# Is there a film camera I can use my micro four third lenses on?



## soulslinga (Dec 25, 2014)

Hello
I have a collection of micro four third lenses (nokton voigtlander, panasonic, rokinon). I shoot with a Panasonic GH3. I shoot video for a living and stills as a hobby usually.
I'd love to shoot with a film camera just for fun. But outside of when I was a kid, I don't have a lot of experience with film cameras. 
Are there any film cameras that will accept micro four third lenses? 
Perhaps with an adapter of some kind?
Looking for help as to what film camera might work with all these lenses. 
thanks in advance.


----------



## photoguy99 (Dec 25, 2014)

I think the flange distance on micro four thirds is quite small, so even if you can adapt these lenses to a film camera you're likely to lose the ability to focus at infinity.

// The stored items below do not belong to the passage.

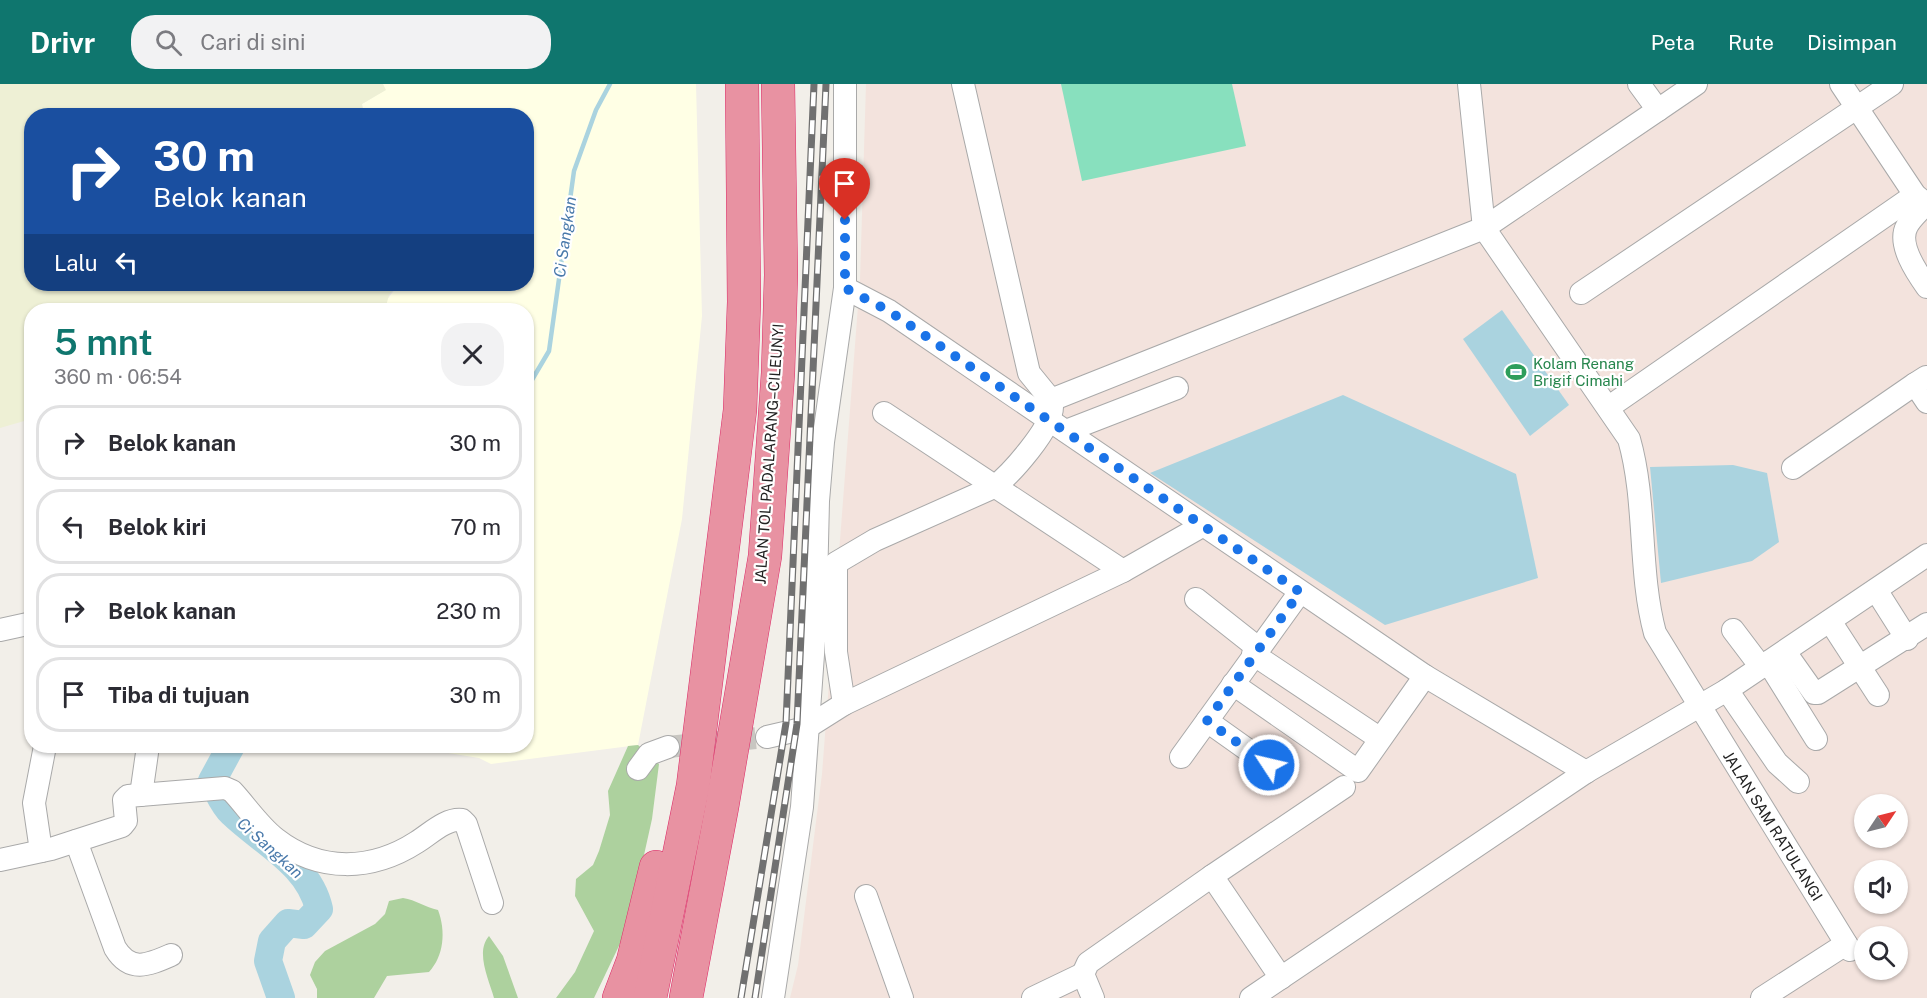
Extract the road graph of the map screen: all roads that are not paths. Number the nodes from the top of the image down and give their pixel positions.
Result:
1 (742, 84) edge
2 (778, 84) edge
3 (845, 84) edge
4 (963, 84) edge
5 (1468, 84) edge
6 (1696, 84) edge
7 (1841, 84) edge
8 (1892, 84) edge
9 (1641, 85) edge
10 (1857, 108) junction
11 (1658, 110) junction
12 (1923, 201) edge
13 (1484, 228) junction
14 (1927, 287) edge
15 (845, 288) junction
16 (1581, 293) dead end
17 (1923, 387) edge
18 (1178, 388) dead end
19 (1609, 408) junction
20 (884, 413) dead end
21 (1056, 417) junction
22 (1792, 468) dead end
23 (994, 487) junction
24 (1202, 526) junction
25 (1927, 555) edge
26 (1124, 571) junction
27 (1876, 590) junction
28 (1300, 592) junction
29 (1196, 598) dead end
30 (1830, 621) junction
31 (1927, 624) edge
32 (24, 625) edge
33 (0, 630) edge
34 (1733, 630) dead end
35 (1907, 639) junction
36 (1255, 651) junction
37 (708, 658) junction
38 (1771, 660) junction
39 (1860, 667) junction
40 (1425, 675) junction
41 (1233, 684) junction
42 (1727, 690) junction
43 (1878, 695) dead end
44 (844, 704) junction
45 (1700, 708) junction
46 (1207, 721) junction
47 (806, 728) junction
48 (767, 737) tunnel mouth
49 (1379, 738) junction
50 (1816, 739) dead end
51 (668, 747) tunnel mouth
52 (44, 753) edge
53 (147, 753) edge
54 (1181, 757) dead end
55 (1269, 765) dead end
56 (638, 769) dead end
57 (1586, 772) junction
58 (1798, 782) dead end
59 (1344, 787) dead end
60 (141, 795) junction
61 (76, 841) junction
62 (42, 851) junction
63 (0, 860) edge
64 (1212, 876) junction
65 (866, 896) dead end
66 (492, 903) dead end
67 (171, 955) dead end
68 (1083, 974) junction
69 (1281, 978) junction
70 (619, 998) edge
71 (650, 998) edge
72 (687, 998) edge
73 (773, 998) edge
74 (902, 998) edge
75 (1033, 998) edge
76 (1093, 998) edge
77 (1251, 998) edge
78 (1762, 998) edge

1 - 37 highway
2 - 72 highway, JALAN TOL PADALARANG–CILEUNYI
3 - 15 street
4 - 21 street
5 - 13 street
6 - 11 street
7 - 10 street
8 - 10 street
9 - 11 street
10 - 12 street
10 - 16 street
11 - 13 street
12 - 14 street
12 - 19 street
13 - 19 street, JALAN SAM RATULANGI
13 - 21 street
15 - 21 street
15 - 47 street
17 - 22 street
18 - 21 street
19 - 45 street, JALAN SAM RATULANGI
20 - 23 street
21 - 23 street
21 - 24 street
23 - 26 street
23 - 44 street
24 - 26 street
24 - 28 street
25 - 27 street
26 - 44 street
27 - 30 street
27 - 35 street
28 - 36 street
28 - 40 street
29 - 36 street
30 - 38 street
30 - 39 street
31 - 35 street
32 - 33 street
34 - 38 street
35 - 39 street
36 - 41 street
36 - 49 street
37 - 70 highway
37 - 71 highway
38 - 39 street
38 - 42 street
38 - 50 street
39 - 43 street
40 - 49 street
40 - 57 street
41 - 46 street
41 - 49 street
42 - 45 street
42 - 58 street
44 - 47 street
45 - 57 street
45 - 78 street, JALAN SAM RATULANGI
46 - 54 street
46 - 55 street
47 - 48 street
47 - 73 street
51 - 56 street
52 - 62 street
53 - 60 street
57 - 69 street
59 - 64 street
60 - 61 street
60 - 66 street
61 - 62 street
61 - 67 street
62 - 63 street
64 - 68 street
64 - 69 street
65 - 74 street
68 - 75 street
68 - 76 street
69 - 77 street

Assuming these are all native micro four thirds lenses.


----------



## soulslinga (Dec 25, 2014)

aaw man 
thanks for your input. Yes these are all native micro four third lenses.


----------



## Light Guru (Dec 25, 2014)

Like I said on the other forum where you asked this question. A micro 4/3s will not cover a 35mm film frame (which is the same size as a full frame digital sensor)


----------



## gsgary (Dec 27, 2014)

If they had been M fit Voigtlanders it would be no problem, i use them on my M4's and Sony A7


----------



## vintagesnaps (Dec 27, 2014)

I have a Ricoh digital that works with Leica M and with an adapter, the Leica 39mm screw mount. Which works with my Voigtlander film rangefinder etc.

I'm not that familiar with the micro 4/3 but when a Nokton was mentioned I wondered if those were compatible. Older lenses work with my digital but I don't know if it works the other way around (lenses made for a digital camera working with a film camera, seems to depend on the lens or camera system).


----------



## photoguy99 (Dec 27, 2014)

It doors not work the other way around.

Look up 'flange distance' for the gory details.


----------



## vintagesnaps (Dec 27, 2014)

Thanks for the info., and it's fine with me, I don't need it to work the other way!

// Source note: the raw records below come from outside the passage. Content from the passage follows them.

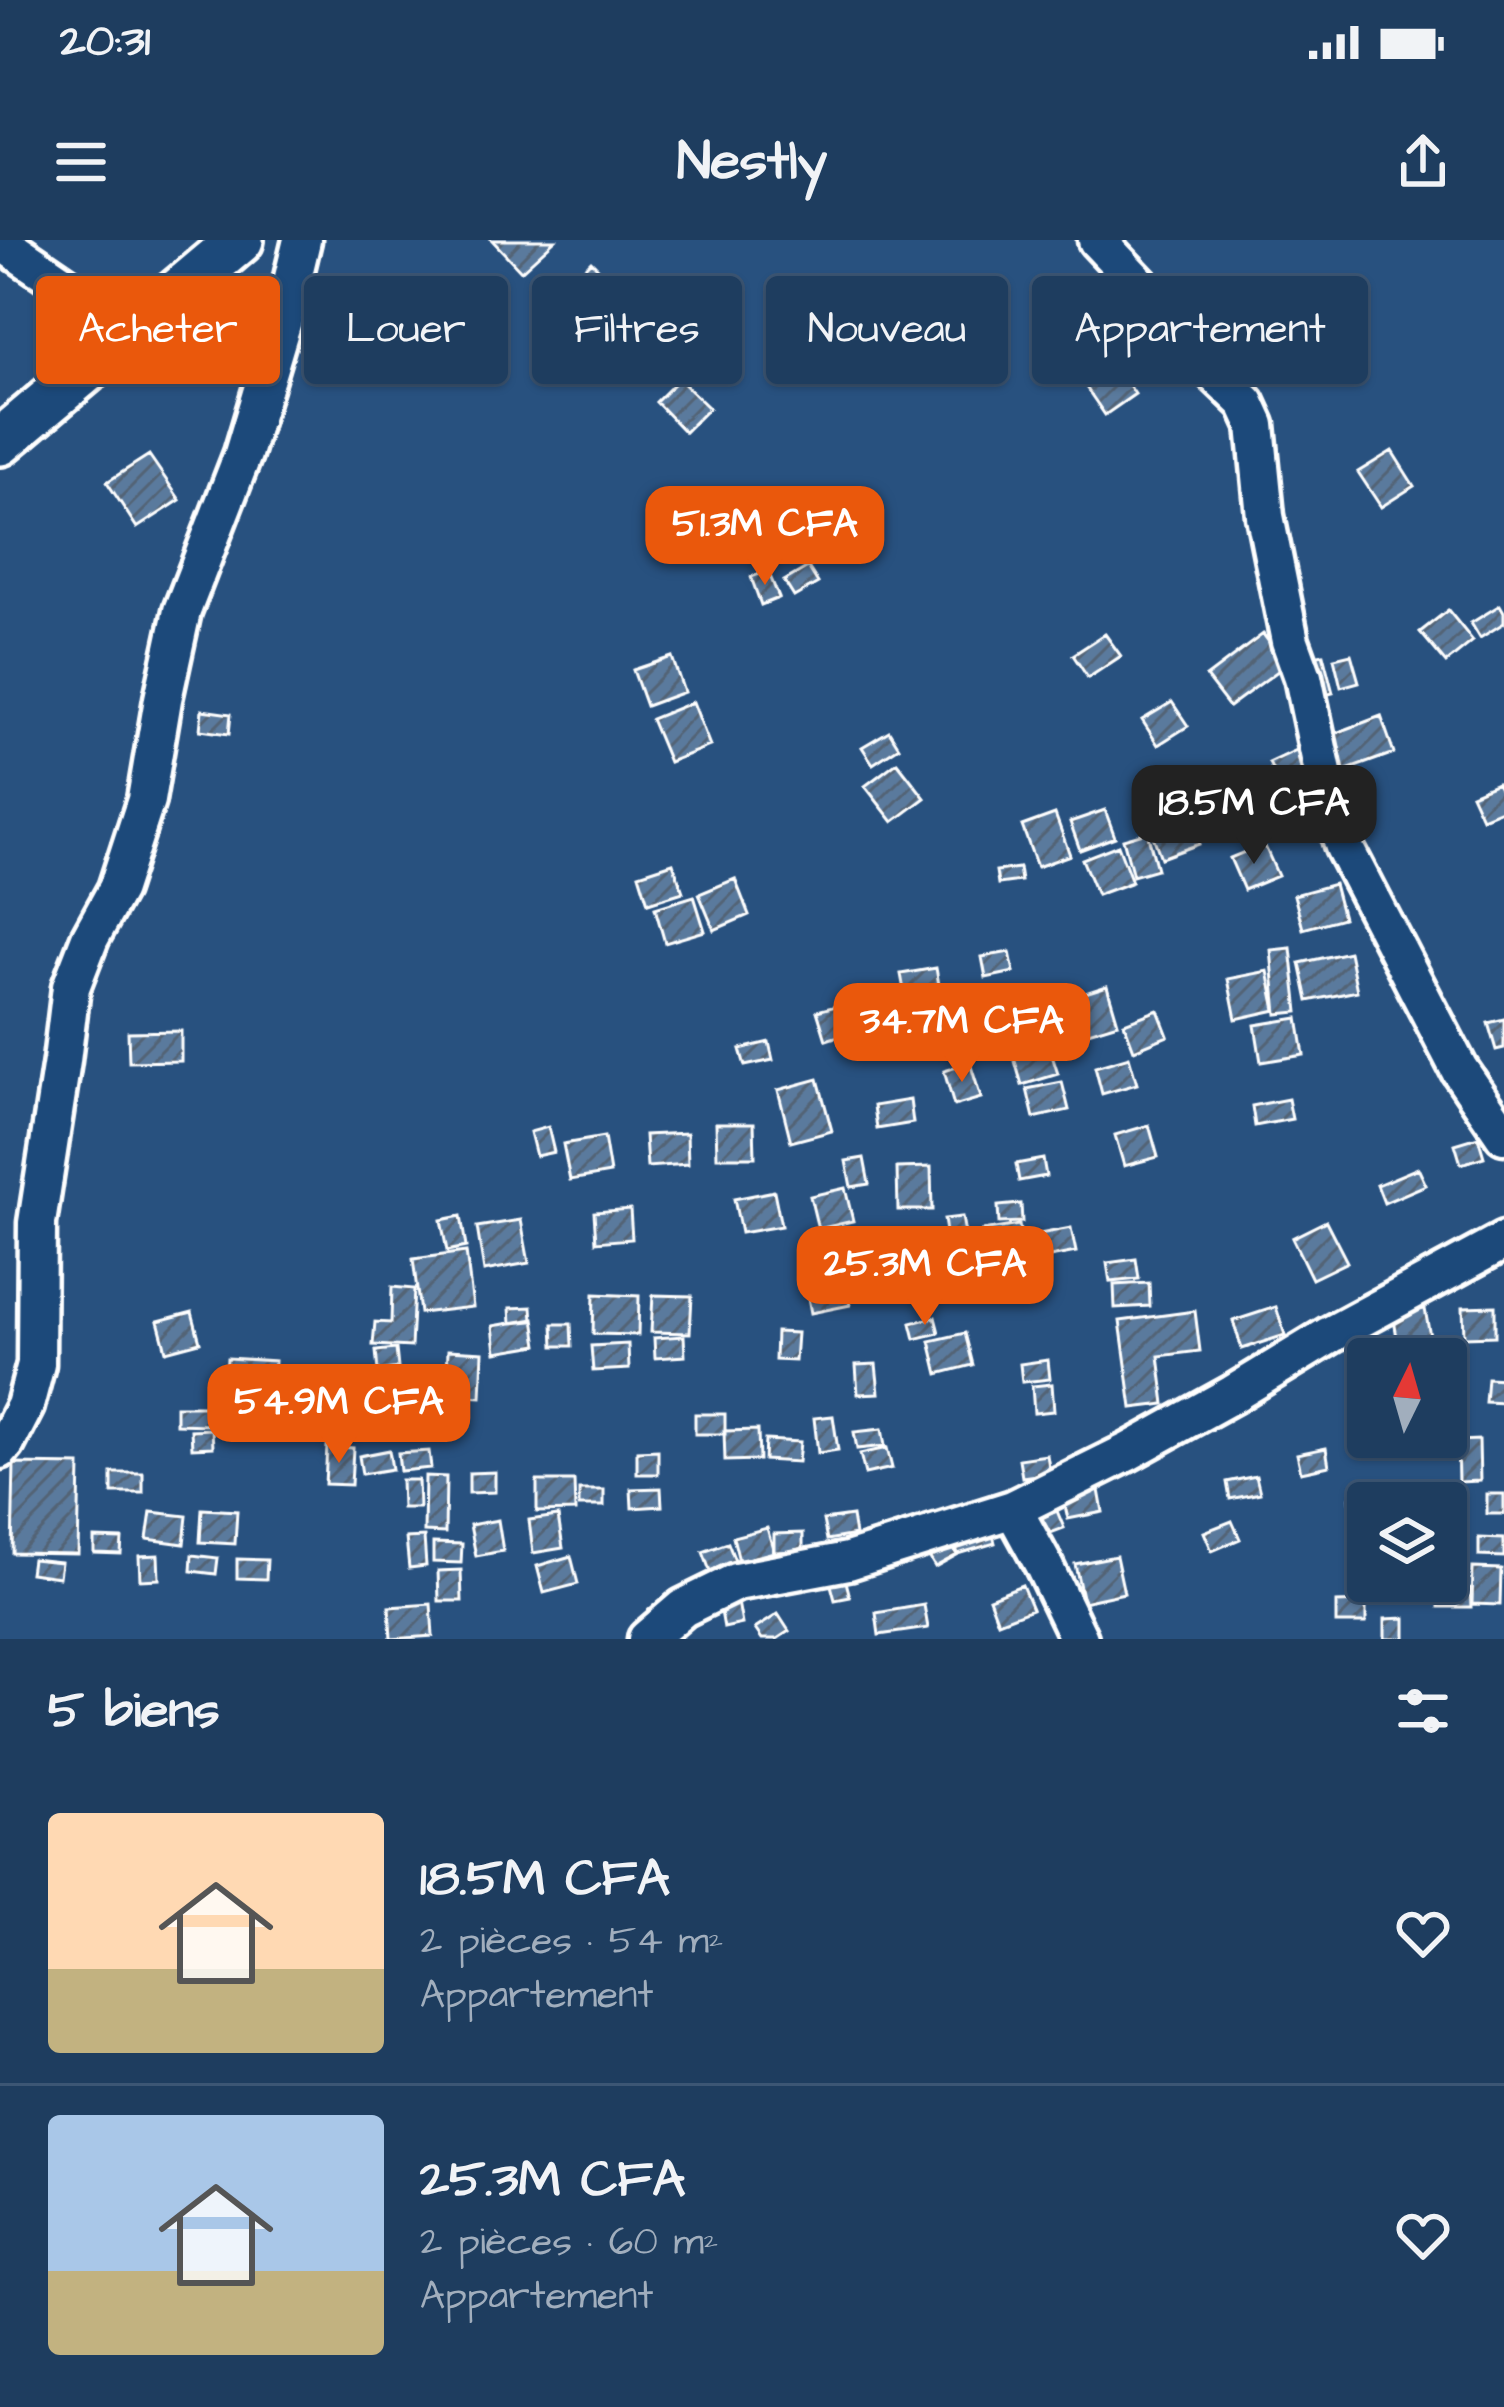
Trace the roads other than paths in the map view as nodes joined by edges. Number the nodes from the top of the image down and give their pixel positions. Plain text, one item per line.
1 (240, 240) edge
2 (302, 240) edge
3 (1096, 240) edge
4 (0, 241) edge
5 (51, 276) edge
6 (197, 276) edge
7 (68, 384) edge
8 (0, 442) edge
9 (1504, 1135) edge
10 (1504, 1241) edge
11 (0, 1450) edge
12 (1013, 1509) junction
13 (647, 1639) edge
14 (1079, 1639) edge

1 - 6 main road
2 - 11 street
3 - 9 street
4 - 5 street
7 - 8 main road
10 - 12 street
12 - 13 street
12 - 14 street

Happened to think, some of the older lenses (collapsible) won't work with my digital, I have something to measure if a lens would push too far into the body (which obviously wouldn't be a good thing!). Don't know if I want to see the gory details. lol


----------



## photoguy99 (Dec 27, 2014)

The details are not that bad  it's just that this is one of those things that a Google search will explain better than I can.

Long story short, micro 4/3 lenses are designed to sit very close to the sensor, and basically no film cameras permit a distance that small.

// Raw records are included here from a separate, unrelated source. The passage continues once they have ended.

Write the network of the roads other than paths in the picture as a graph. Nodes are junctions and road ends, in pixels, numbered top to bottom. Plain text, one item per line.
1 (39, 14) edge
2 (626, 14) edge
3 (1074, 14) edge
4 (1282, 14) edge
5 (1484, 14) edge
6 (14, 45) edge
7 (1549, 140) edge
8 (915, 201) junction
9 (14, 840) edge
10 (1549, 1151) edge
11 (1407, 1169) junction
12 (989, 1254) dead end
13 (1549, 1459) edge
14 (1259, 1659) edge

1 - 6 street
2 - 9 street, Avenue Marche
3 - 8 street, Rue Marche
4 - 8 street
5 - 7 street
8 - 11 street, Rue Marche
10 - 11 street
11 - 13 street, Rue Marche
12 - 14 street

A lens designed to sit farther out can be used with an adapter to simply push it out far enough. The other way round won't work unless your adapter has a wormhole or an optical element to give it negative length, optically. Both options are pretty expensive.


----------



## AlanKlein (Dec 27, 2014)

There are loads of old 35mm film cameras with auto focus lenses and built in meters you can buy for around $50 or less to experiment with.  Check KEH, eBay etc.


----------



## AlanKlein (Dec 27, 2014)

PS.  If you get one, you can probably use the film lens on your mft camera with an adapter


----------



## elemental (Jan 2, 2015)

AlanKlein said:


> PS.  If you get one, you can probably use the film lens on your mft camera with an adapter



Very true - you can mount almost anything on MFT with a cheap adapter, and most manual focus lenses are inexpensive. 

You can get all kinds of great glass from reputable sellers with return policies (i.e. not eBay) for well under $100, and a decent SLR body for $30ish. If you're willing to risk DOA gear and fighting with sellers who think "perfect working condition" means "goes click when I press the button," places like eBay are even cheaper, but the low keeper rate erased the gains for me, and now I have a bunch of broken SLR and rangefinder bodies.


----------



## petrochemist (Jan 2, 2015)

Mounting native µ4/3 lenses on other cameras you'll loose aperture & focus control (these are both electronic) so there's very little incentive.
It would be possible to use them for macro work, which would help with both the coverage issue & the lack of space behind the lens.
If you don't mind hacking the front of the camera most cine cameras could be made to work (most use c-mount lenses which have slightly shorter rear flange distances than µ4/3) again seems like a lot of work for no real gain.


----------



## Bebulamar (Jan 12, 2015)

If you really try you could but it's certainly not worth it. Your expensive M4/3 lenses won't work as well as el cheapo lenses that are designed for the camera.


----------